Flaky Tests: a journey to beat them all

January 15 2026Solutions
Loïc Mathieu

Loïc Mathieu

Lead Developer

Flaky Tests: a journey to beat them all

How Kestra engineers enter into a journey to solve flaky tests.

“Sleep is not a synchronization primitive.”

Every test engineer, eventually

What’s a flaky test?

A flaky test is a test that sometimes passes and sometimes fails without any code changes. They’re the by‑product of non‑determinism: timing, concurrency, eventual consistency, network hiccups, clock drift, resource contention, and (our favorite) tests leaking state across runs.

At Kestra, we run 6,000+ tests across our repositories. We add dozens every day. If only 1% of those are flaky at 10% failure probability, you’ve got ~50 flaky tests. Expectation math says ~5 failures per CI run, good luck spotting real regressions under that noise.
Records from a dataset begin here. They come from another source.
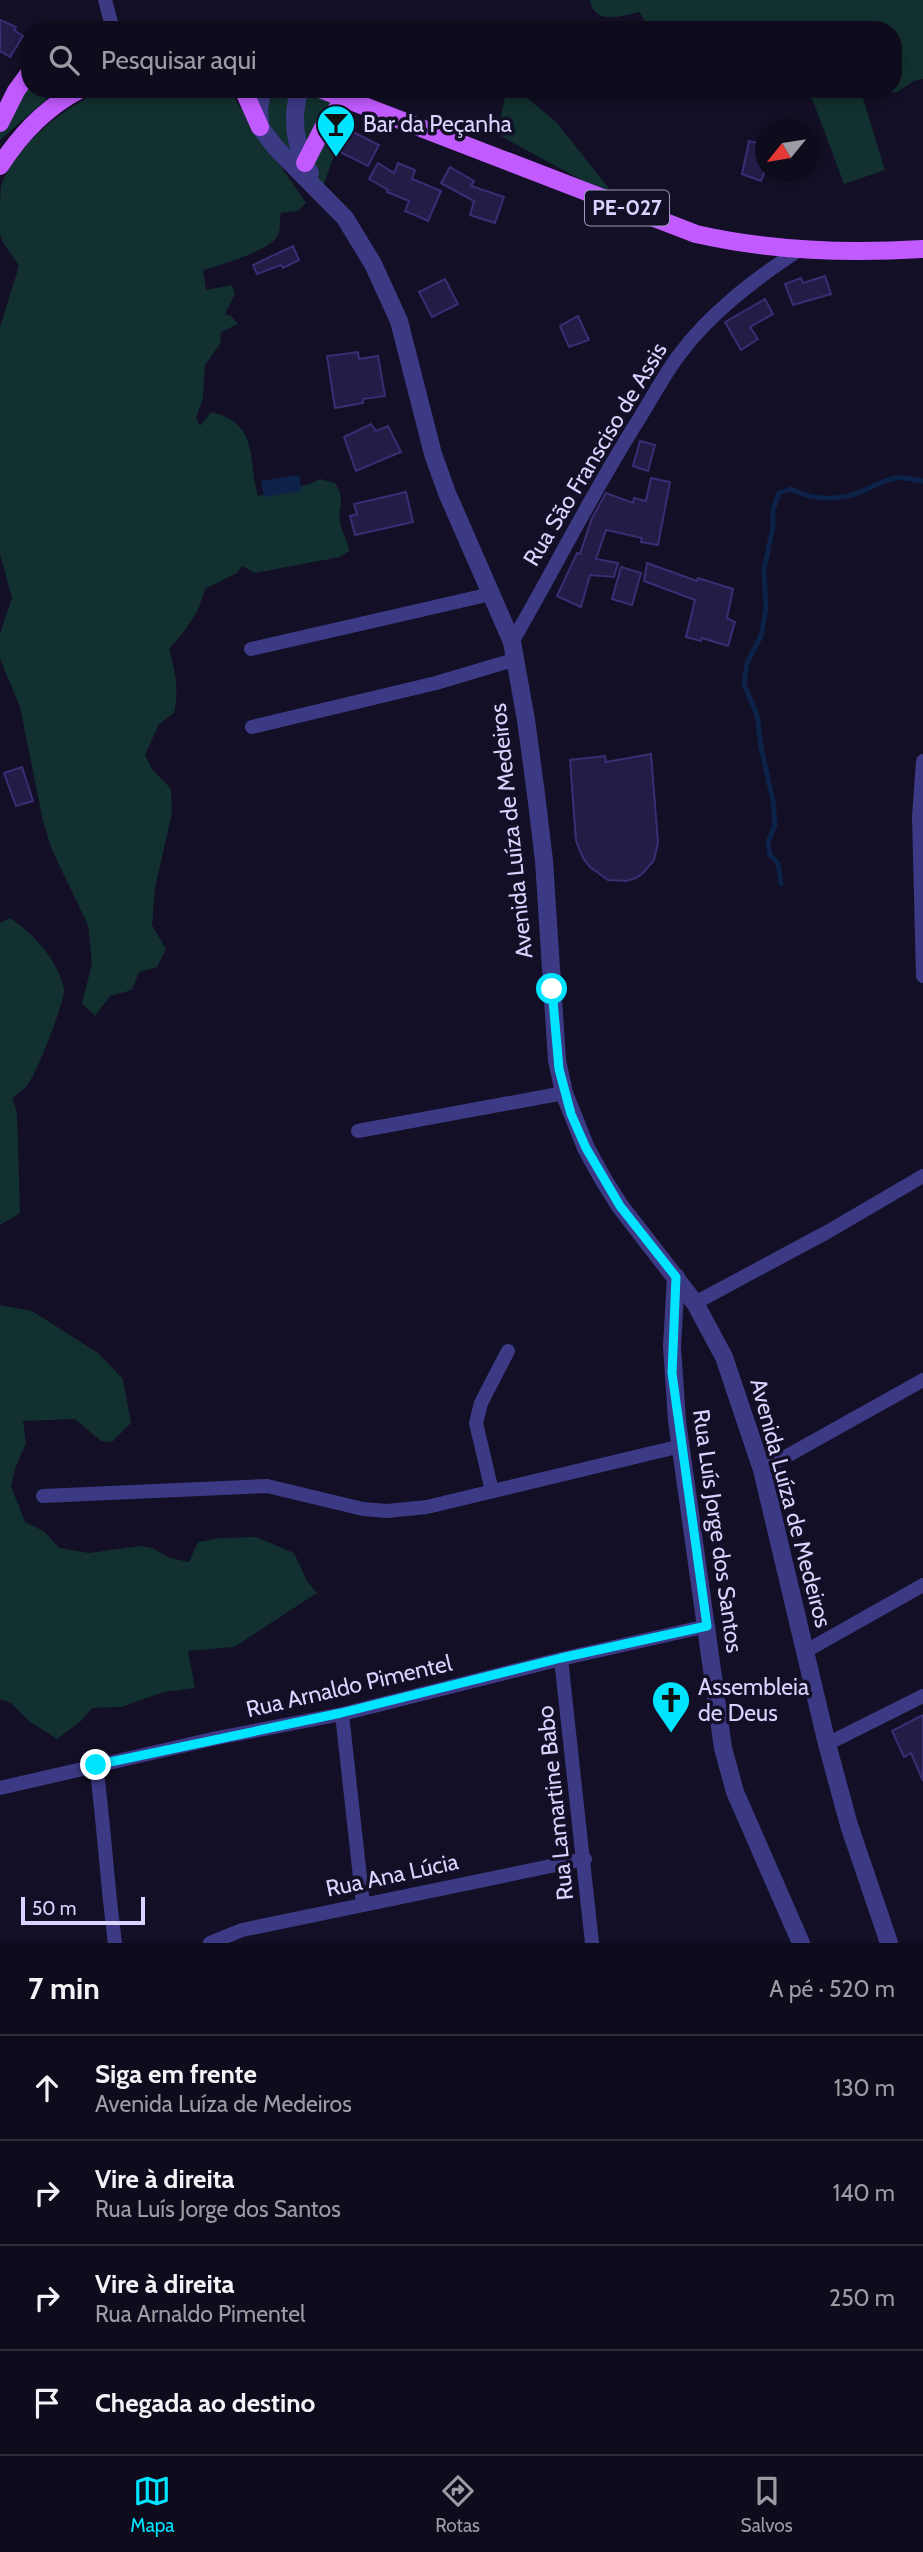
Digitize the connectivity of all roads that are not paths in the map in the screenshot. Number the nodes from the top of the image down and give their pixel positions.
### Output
1 (105, 0) edge
2 (111, 21) edge
3 (21, 84) edge
4 (67, 98) edge
5 (247, 98) edge
6 (261, 98) edge
7 (297, 98) edge
8 (340, 98) edge
9 (344, 100) junction
10 (0, 123) edge
11 (260, 127) junction
12 (305, 163) junction
13 (0, 166) edge
14 (321, 192) junction
15 (923, 249) edge
16 (799, 250) junction
17 (491, 594) junction
18 (251, 649) dead end
19 (514, 650) junction
20 (252, 727) dead end
21 (923, 761) edge
22 (921, 887) edge
23 (923, 976) edge
24 (564, 1093) junction
25 (358, 1131) dead end
26 (923, 1176) edge
27 (676, 1277) junction
28 (695, 1303) junction
29 (508, 1351) dead end
30 (923, 1380) edge
31 (681, 1446) junction
32 (762, 1470) junction
33 (492, 1491) junction
34 (43, 1496) dead end
35 (923, 1585) edge
36 (707, 1626) junction
37 (806, 1651) junction
38 (561, 1658) junction
39 (923, 1696) edge
40 (341, 1713) junction
41 (827, 1744) junction
42 (96, 1765) junction
43 (0, 1788) edge
44 (585, 1859) junction
45 (362, 1904) junction
46 (115, 1943) edge
47 (210, 1943) edge
48 (592, 1943) edge
49 (802, 1943) edge
50 (889, 1943) edge

1 - 2 street
3 - 10 main road
4 - 13 main road
5 - 11 main road
6 - 11 street
7 - 12 street
8 - 9 main road, PE-027
9 - 12 main road
9 - 16 main road, PE-027
11 - 14 street
12 - 14 street
14 - 17 street, Avenida Luíza de Medeiros
15 - 16 main road, PE-027
16 - 19 street, Rua São Fransciso de Assis
17 - 18 street
17 - 19 street, Avenida Luíza de Medeiros
19 - 20 street
19 - 24 street, Avenida Luíza de Medeiros
21 - 22 street
22 - 23 street
24 - 25 street
24 - 27 street, Avenida Luíza de Medeiros
26 - 28 street
27 - 28 street, Avenida Luíza de Medeiros
27 - 31 street, Rua Luís Jorge dos Santos
28 - 32 street, Avenida Luíza de Medeiros
29 - 33 street
30 - 32 street
31 - 33 street
31 - 36 street, Rua Luís Jorge dos Santos
32 - 37 street, Avenida Luíza de Medeiros
33 - 34 street
35 - 37 street
36 - 38 street, Rua Arnaldo Pimentel
36 - 49 street, Rua Luís Jorge dos Santos
37 - 41 street, Avenida Luíza de Medeiros
38 - 40 street, Rua Arnaldo Pimentel
38 - 44 street, Rua Lamartine Babo
39 - 41 street
40 - 42 street, Rua Arnaldo Pimentel
40 - 45 street
41 - 50 street, Avenida Luíza de Medeiros
42 - 43 street, Rua Arnaldo Pimentel
42 - 46 street
44 - 45 street, Rua Ana Lúcia
44 - 48 street, Rua Lamartine Babo
45 - 47 street, Rua Ana Lúcia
As an orchestration platform, many of our tests execute parallel, asynchronous workflows. Async is powerful and naturally tricky to test: ordering isn’t guaranteed, and “eventually consistent” is not a helpful assertion.

One of our top issues is due to our queuing system; a test may receive a message from another test or miss a message from the queue. We strive to properly close the queue and handle all messages to ensure they are not leaked across tests, but it’s challenging to guarantee this.

Last year, CI was red often enough that we decided to go on a proper flake‑hunting journey.

First try: retry them all!

Our first try to bite them all was to retry the flaky tests.

Kestra is built in Java, and tests are written with the JUnit framework. The JUnit Pioneer extension contains an annotation that allows for retrying a test if it fails: @RetryingTest(5). We added this annotation to every test that often fails in our CI.

This helped…a bit. However, it also inflated test times and masked real issues. Worse, some failures are structural (leaked resources, race conditions): once they fail, they continue to fail, regardless of how often you retry. Verdict: good band‑aid, bad cure.

Second try: fix them all!

We then decided to put in the effort to fix the failing test! We removed all the usage of the @RetryingTest(5) annotation and either fixed the test or disabled it.

As most flaky tests launch a workflow and assert on its execution, we improved our testing framework in this area to ensure that every test properly closes its resources, and every workflow and execution created by a test will be deleted.

For that, we created a JUnit extension to manage test resource creation:

  • A @KestraTest annotation handles starting and closing the Kestra runner in the scope of a test class.
  • A @LoadFlows annotation handles loading and then removing flows in the scope of a test method.
  • A @ExecuteFlow annotation handles starting and then removing a flow execution in the scope of a test method.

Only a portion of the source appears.